September 9, 2015, 10:25 pm
Filed under: when I grow up | Tags:

There was this hiatus from everything, caused by living out of a bag, for years.  Nothing could really be purchased for a hypothetical future – no giant jars of vitamins for when I would eventually be healthier and take vitamins, no clothes for places I did not know I would go yet but imagined myself in, no supply of anything to last months.  Books were read and swapped, magazines digested and shared, soap was bought in single bars.

Moving on required a careful consideration of everything going back in the bag, and generally, a purge.  Do you love it enough to carry it?  Need it enough to keep it?  A laugh seeing pictures of friends wearing things you left behind in a bag somewhere, scavenged like you had from everyone who left before.
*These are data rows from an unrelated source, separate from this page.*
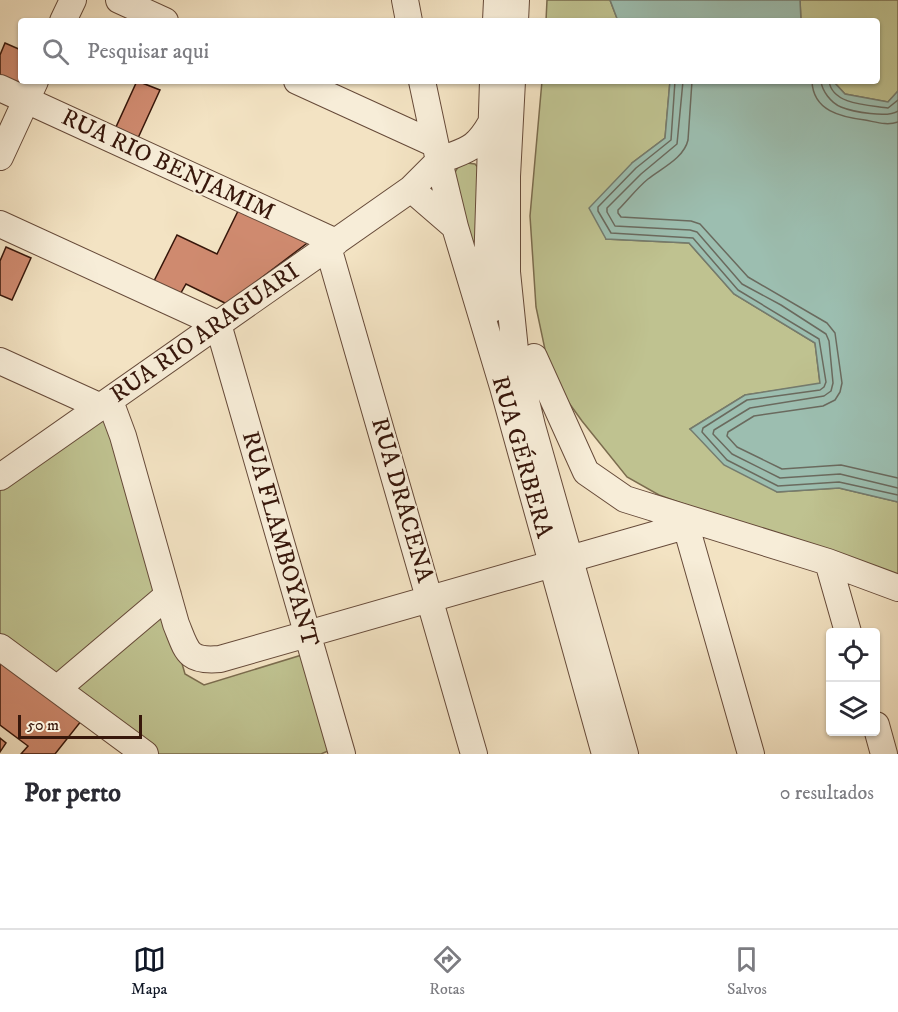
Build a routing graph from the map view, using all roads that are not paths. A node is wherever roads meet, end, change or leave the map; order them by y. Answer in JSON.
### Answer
{"nodes":[{"id":1,"x":73,"y":0,"type":"edge"},
{"id":2,"x":119,"y":0,"type":"edge"},
{"id":3,"x":405,"y":0,"type":"edge"},
{"id":4,"x":497,"y":0,"type":"edge"},
{"id":5,"x":516,"y":0,"type":"edge"},
{"id":6,"x":64,"y":18,"type":"edge"},
{"id":7,"x":158,"y":18,"type":"edge"},
{"id":8,"x":408,"y":18,"type":"edge"},
{"id":9,"x":496,"y":18,"type":"edge"},
{"id":10,"x":514,"y":18,"type":"edge"},
{"id":11,"x":303,"y":84,"type":"edge"},
{"id":12,"x":423,"y":84,"type":"edge"},
{"id":13,"x":493,"y":84,"type":"edge"},
{"id":14,"x":512,"y":84,"type":"edge"},
{"id":15,"x":0,"y":88,"type":"edge"},
{"id":16,"x":31,"y":91,"type":"edge"},
{"id":17,"x":491,"y":123,"type":"junction"},
{"id":18,"x":437,"y":152,"type":"junction"},
{"id":19,"x":0,"y":157,"type":"edge"},
{"id":20,"x":411,"y":189,"type":"junction"},
{"id":21,"x":0,"y":224,"type":"edge"},
{"id":22,"x":455,"y":227,"type":"junction"},
{"id":23,"x":332,"y":245,"type":"junction"},
{"id":24,"x":218,"y":324,"type":"junction"},
{"id":25,"x":534,"y":357,"type":"dead end"},
{"id":26,"x":0,"y":361,"type":"edge"},
{"id":27,"x":503,"y":387,"type":"junction"},
{"id":28,"x":104,"y":404,"type":"junction"},
{"id":29,"x":0,"y":477,"type":"edge"},
{"id":30,"x":692,"y":524,"type":"junction"},
{"id":31,"x":561,"y":562,"type":"junction"},
{"id":32,"x":828,"y":562,"type":"junction"},
{"id":33,"x":898,"y":588,"type":"edge"},
{"id":34,"x":168,"y":595,"type":"junction"},
{"id":35,"x":431,"y":600,"type":"junction"},
{"id":36,"x":847,"y":628,"type":"edge"},
{"id":37,"x":308,"y":635,"type":"junction"},
{"id":38,"x":0,"y":647,"type":"edge"},
{"id":39,"x":57,"y":689,"type":"junction"},
{"id":40,"x":879,"y":736,"type":"edge"},
{"id":41,"x":339,"y":753,"type":"edge"},
{"id":42,"x":145,"y":754,"type":"edge"},
{"id":43,"x":474,"y":754,"type":"edge"},
{"id":44,"x":605,"y":754,"type":"edge"},
{"id":45,"x":625,"y":754,"type":"edge"},
{"id":46,"x":751,"y":754,"type":"edge"},
{"id":47,"x":884,"y":754,"type":"edge"}],
"edges":[{"from":1,"to":6,"type":"street"},
{"from":2,"to":7,"type":"street"},
{"from":3,"to":8,"type":"street"},
{"from":4,"to":9,"type":"street"},
{"from":5,"to":10,"type":"street"},
{"from":11,"to":18,"type":"street"},
{"from":12,"to":18,"type":"street","name":"RUA GÉRBERA"},
{"from":13,"to":17,"type":"street"},
{"from":14,"to":31,"type":"street"},
{"from":15,"to":16,"type":"street","name":"RUA RIO BENJAMIM"},
{"from":16,"to":19,"type":"street"},
{"from":16,"to":23,"type":"street","name":"RUA RIO BENJAMIM"},
{"from":17,"to":18,"type":"street"},
{"from":17,"to":27,"type":"street"},
{"from":18,"to":20,"type":"street","name":"RUA RIO ARAGUARI"},
{"from":18,"to":22,"type":"street","name":"RUA GÉRBERA"},
{"from":20,"to":22,"type":"street"},
{"from":20,"to":23,"type":"street","name":"RUA RIO ARAGUARI"},
{"from":21,"to":24,"type":"street"},
{"from":22,"to":27,"type":"street","name":"RUA GÉRBERA"},
{"from":23,"to":24,"type":"street","name":"RUA RIO ARAGUARI"},
{"from":23,"to":35,"type":"street","name":"RUA DRACENA"},
{"from":24,"to":28,"type":"street","name":"RUA RIO ARAGUARI"},
{"from":24,"to":37,"type":"street","name":"RUA FLAMBOYANT"},
{"from":25,"to":30,"type":"street"},
{"from":26,"to":28,"type":"street"},
{"from":27,"to":31,"type":"street","name":"RUA GÉRBERA"},
{"from":28,"to":29,"type":"street","name":"RUA RIO ARAGUARI"},
{"from":28,"to":34,"type":"street"},
{"from":30,"to":31,"type":"street"},
{"from":30,"to":32,"type":"street"},
{"from":30,"to":46,"type":"street"},
{"from":31,"to":35,"type":"street"},
{"from":31,"to":44,"type":"street","name":"RUA GÉRBERA"},
{"from":31,"to":45,"type":"street","name":"RUA GÉRBERA"},
{"from":32,"to":33,"type":"street"},
{"from":32,"to":36,"type":"street"},
{"from":34,"to":37,"type":"street"},
{"from":34,"to":39,"type":"street"},
{"from":35,"to":37,"type":"street"},
{"from":35,"to":43,"type":"street","name":"RUA DRACENA"},
{"from":37,"to":41,"type":"street","name":"RUA FLAMBOYANT"},
{"from":38,"to":39,"type":"street"},
{"from":39,"to":42,"type":"street"},
{"from":40,"to":47,"type":"street"}]}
Things here were more complicated.  Jobs that needed clothes, the pros and cons of bulk buying, a proliferation of BOGOs and limited-time offers.  Consumerism and clutter crept in, just a bit, things expanding to fill spaces.

It really reached an apex during The Costco Year.
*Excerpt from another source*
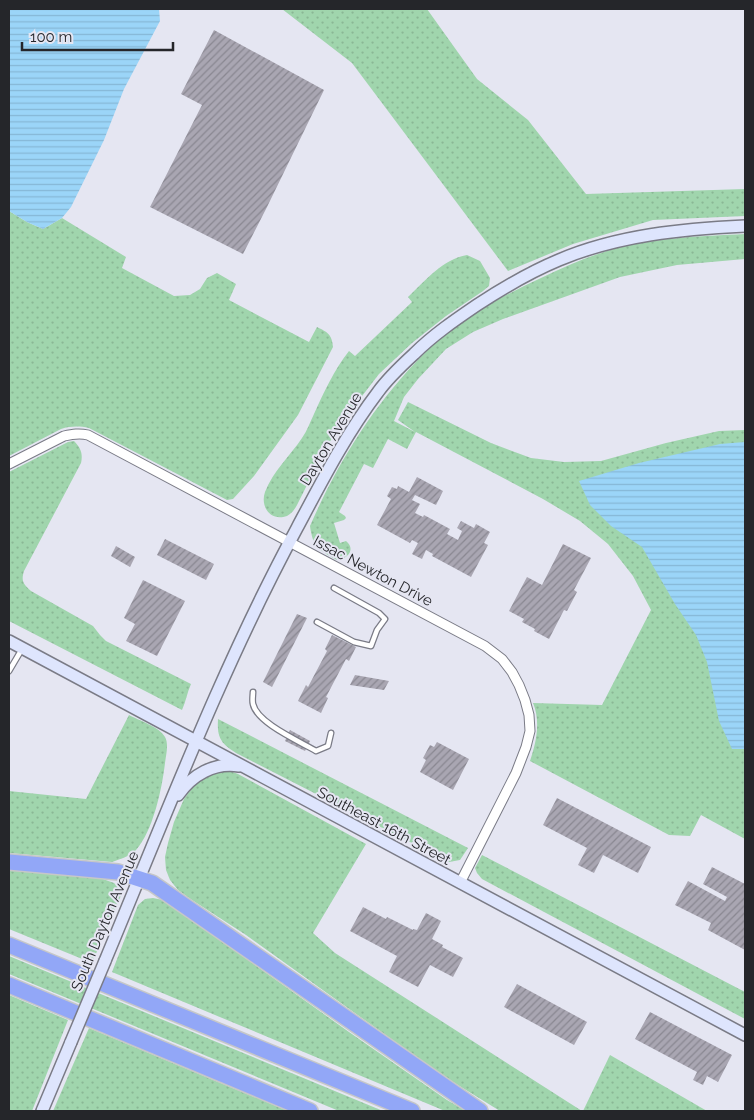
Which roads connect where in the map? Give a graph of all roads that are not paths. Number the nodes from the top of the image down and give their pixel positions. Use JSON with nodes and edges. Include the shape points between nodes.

Living close to a Bulk Warehouse of Big Food, the membership cost seemed to be amortized against arguable savings.  The problem with this is that the savings cost is really constructing and storing your own mini-warehouse of dry goods.  The problem with this is that by the 20th serving of zesty hummus, an erstwhile treat has become an unenviable curse. A  garlic-and-tahini flavoured curse.  The problem with this is throwing away some rotting excess that you have watched decay, day after day, overestimating your needs and underestimating the rate of decline.  The problem is the kilos of rice that you will forget to store properly that breed the insects that slowly start to drive you crazy.
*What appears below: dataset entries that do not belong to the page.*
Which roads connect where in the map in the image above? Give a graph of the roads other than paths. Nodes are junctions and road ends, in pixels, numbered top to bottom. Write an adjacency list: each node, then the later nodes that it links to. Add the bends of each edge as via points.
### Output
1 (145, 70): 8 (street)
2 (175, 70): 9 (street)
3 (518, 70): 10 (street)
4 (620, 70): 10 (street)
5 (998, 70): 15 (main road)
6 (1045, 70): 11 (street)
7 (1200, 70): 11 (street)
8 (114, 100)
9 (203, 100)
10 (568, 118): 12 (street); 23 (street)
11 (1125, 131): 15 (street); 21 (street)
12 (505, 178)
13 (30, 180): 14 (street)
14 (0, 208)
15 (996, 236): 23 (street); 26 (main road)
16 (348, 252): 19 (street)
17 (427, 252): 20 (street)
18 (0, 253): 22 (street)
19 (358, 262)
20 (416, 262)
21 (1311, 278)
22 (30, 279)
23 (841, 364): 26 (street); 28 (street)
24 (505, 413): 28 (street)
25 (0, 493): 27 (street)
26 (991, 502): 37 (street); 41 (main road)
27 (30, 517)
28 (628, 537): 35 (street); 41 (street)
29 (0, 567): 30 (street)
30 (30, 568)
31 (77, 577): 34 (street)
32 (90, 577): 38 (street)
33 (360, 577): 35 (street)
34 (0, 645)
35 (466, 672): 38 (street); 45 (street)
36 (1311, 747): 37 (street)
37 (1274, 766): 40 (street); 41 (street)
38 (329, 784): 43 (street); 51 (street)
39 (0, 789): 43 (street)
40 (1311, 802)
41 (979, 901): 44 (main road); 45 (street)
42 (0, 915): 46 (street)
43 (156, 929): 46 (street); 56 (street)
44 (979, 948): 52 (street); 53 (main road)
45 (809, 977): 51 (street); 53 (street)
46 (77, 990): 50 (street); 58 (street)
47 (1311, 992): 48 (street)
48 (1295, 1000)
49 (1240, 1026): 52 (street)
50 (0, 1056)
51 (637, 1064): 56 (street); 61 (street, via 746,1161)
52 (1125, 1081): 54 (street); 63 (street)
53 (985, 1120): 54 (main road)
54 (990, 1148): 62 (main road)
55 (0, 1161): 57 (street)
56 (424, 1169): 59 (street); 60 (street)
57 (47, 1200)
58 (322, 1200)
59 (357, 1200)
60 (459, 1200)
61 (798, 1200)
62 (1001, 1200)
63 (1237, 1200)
And, then, beyond that.  Clothes forgotten about until unearthed in a laundry pile.  A backlog of non essential toiletries.  A stack of partially read periodicals.  Not as much as most, but far beyond what we were comfortable with before.

And then.

The future became real again.  The point where all of this will have to condense, where the elastic band has reached full extension.

The membership was not renewed.

Then, a moratorium on everything.  Socks, underwear, hand cream (which ought to have been subject to a ban already), pants, magazines, miscellany.  Gathering up things that must go, to put in the alley where they always will, carted away by enterprising scrappers and re-sellers.

In the end, I guess, a small bag will wheel out, the same way it came in.  Packed with things that matter, leaving things that used to.